Start of MATERIAL TO PROCESS

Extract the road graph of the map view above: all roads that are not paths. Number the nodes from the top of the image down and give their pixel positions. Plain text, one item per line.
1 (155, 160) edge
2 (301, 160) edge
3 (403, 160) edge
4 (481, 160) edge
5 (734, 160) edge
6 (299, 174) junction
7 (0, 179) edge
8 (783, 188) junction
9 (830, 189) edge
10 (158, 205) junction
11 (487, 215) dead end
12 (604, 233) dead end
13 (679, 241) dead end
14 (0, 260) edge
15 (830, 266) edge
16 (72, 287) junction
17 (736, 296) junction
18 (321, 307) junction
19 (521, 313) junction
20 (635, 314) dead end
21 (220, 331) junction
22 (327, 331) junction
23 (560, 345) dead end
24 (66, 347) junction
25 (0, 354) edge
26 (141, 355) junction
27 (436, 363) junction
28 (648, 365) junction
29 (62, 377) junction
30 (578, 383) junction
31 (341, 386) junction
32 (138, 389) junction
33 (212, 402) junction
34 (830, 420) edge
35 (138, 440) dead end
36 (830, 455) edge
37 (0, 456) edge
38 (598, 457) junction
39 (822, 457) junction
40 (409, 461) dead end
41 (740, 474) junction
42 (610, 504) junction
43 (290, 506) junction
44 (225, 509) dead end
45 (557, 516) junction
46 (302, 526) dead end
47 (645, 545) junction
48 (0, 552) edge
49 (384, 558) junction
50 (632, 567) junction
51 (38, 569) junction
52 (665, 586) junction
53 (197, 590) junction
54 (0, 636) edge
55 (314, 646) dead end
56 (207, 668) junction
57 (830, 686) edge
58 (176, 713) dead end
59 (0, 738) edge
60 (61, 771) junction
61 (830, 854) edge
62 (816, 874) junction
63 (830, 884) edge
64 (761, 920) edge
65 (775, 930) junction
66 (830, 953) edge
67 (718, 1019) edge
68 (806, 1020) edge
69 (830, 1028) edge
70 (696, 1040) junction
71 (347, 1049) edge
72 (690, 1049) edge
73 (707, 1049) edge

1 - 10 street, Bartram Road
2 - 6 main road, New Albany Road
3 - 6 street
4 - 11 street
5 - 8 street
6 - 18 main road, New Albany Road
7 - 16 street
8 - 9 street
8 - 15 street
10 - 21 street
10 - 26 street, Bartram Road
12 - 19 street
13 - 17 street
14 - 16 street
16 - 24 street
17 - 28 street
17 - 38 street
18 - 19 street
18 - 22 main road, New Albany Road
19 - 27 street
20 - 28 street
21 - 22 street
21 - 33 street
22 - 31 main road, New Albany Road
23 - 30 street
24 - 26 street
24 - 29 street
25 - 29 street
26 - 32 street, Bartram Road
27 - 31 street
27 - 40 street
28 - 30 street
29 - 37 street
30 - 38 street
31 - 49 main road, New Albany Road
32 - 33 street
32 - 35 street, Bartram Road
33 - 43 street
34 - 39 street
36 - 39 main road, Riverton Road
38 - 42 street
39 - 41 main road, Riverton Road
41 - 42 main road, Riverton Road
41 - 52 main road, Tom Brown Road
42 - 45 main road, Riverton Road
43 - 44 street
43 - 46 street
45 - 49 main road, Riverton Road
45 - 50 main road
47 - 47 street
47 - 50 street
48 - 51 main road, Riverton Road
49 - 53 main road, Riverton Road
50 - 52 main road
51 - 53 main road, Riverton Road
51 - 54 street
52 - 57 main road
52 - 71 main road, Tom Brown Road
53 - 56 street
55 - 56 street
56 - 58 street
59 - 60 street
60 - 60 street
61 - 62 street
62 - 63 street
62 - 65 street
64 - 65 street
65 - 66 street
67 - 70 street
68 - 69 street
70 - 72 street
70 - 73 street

End of MATERIAL TO PROCESS

--- WHAT IS REQUIRED ---
Please print all of the material again with no alteration.

--- WRITTEN ANSWER ---
Extract the road graph of the map view above: all roads that are not paths. Number the nodes from the top of the image down and give their pixel positions. Plain text, one item per line.
1 (155, 160) edge
2 (301, 160) edge
3 (403, 160) edge
4 (481, 160) edge
5 (734, 160) edge
6 (299, 174) junction
7 (0, 179) edge
8 (783, 188) junction
9 (830, 189) edge
10 (158, 205) junction
11 (487, 215) dead end
12 (604, 233) dead end
13 (679, 241) dead end
14 (0, 260) edge
15 (830, 266) edge
16 (72, 287) junction
17 (736, 296) junction
18 (321, 307) junction
19 (521, 313) junction
20 (635, 314) dead end
21 (220, 331) junction
22 (327, 331) junction
23 (560, 345) dead end
24 (66, 347) junction
25 (0, 354) edge
26 (141, 355) junction
27 (436, 363) junction
28 (648, 365) junction
29 (62, 377) junction
30 (578, 383) junction
31 (341, 386) junction
32 (138, 389) junction
33 (212, 402) junction
34 (830, 420) edge
35 (138, 440) dead end
36 (830, 455) edge
37 (0, 456) edge
38 (598, 457) junction
39 (822, 457) junction
40 (409, 461) dead end
41 (740, 474) junction
42 (610, 504) junction
43 (290, 506) junction
44 (225, 509) dead end
45 (557, 516) junction
46 (302, 526) dead end
47 (645, 545) junction
48 (0, 552) edge
49 (384, 558) junction
50 (632, 567) junction
51 (38, 569) junction
52 (665, 586) junction
53 (197, 590) junction
54 (0, 636) edge
55 (314, 646) dead end
56 (207, 668) junction
57 (830, 686) edge
58 (176, 713) dead end
59 (0, 738) edge
60 (61, 771) junction
61 (830, 854) edge
62 (816, 874) junction
63 (830, 884) edge
64 (761, 920) edge
65 (775, 930) junction
66 (830, 953) edge
67 (718, 1019) edge
68 (806, 1020) edge
69 (830, 1028) edge
70 (696, 1040) junction
71 (347, 1049) edge
72 (690, 1049) edge
73 (707, 1049) edge

1 - 10 street, Bartram Road
2 - 6 main road, New Albany Road
3 - 6 street
4 - 11 street
5 - 8 street
6 - 18 main road, New Albany Road
7 - 16 street
8 - 9 street
8 - 15 street
10 - 21 street
10 - 26 street, Bartram Road
12 - 19 street
13 - 17 street
14 - 16 street
16 - 24 street
17 - 28 street
17 - 38 street
18 - 19 street
18 - 22 main road, New Albany Road
19 - 27 street
20 - 28 street
21 - 22 street
21 - 33 street
22 - 31 main road, New Albany Road
23 - 30 street
24 - 26 street
24 - 29 street
25 - 29 street
26 - 32 street, Bartram Road
27 - 31 street
27 - 40 street
28 - 30 street
29 - 37 street
30 - 38 street
31 - 49 main road, New Albany Road
32 - 33 street
32 - 35 street, Bartram Road
33 - 43 street
34 - 39 street
36 - 39 main road, Riverton Road
38 - 42 street
39 - 41 main road, Riverton Road
41 - 42 main road, Riverton Road
41 - 52 main road, Tom Brown Road
42 - 45 main road, Riverton Road
43 - 44 street
43 - 46 street
45 - 49 main road, Riverton Road
45 - 50 main road
47 - 47 street
47 - 50 street
48 - 51 main road, Riverton Road
49 - 53 main road, Riverton Road
50 - 52 main road
51 - 53 main road, Riverton Road
51 - 54 street
52 - 57 main road
52 - 71 main road, Tom Brown Road
53 - 56 street
55 - 56 street
56 - 58 street
59 - 60 street
60 - 60 street
61 - 62 street
62 - 63 street
62 - 65 street
64 - 65 street
65 - 66 street
67 - 70 street
68 - 69 street
70 - 72 street
70 - 73 street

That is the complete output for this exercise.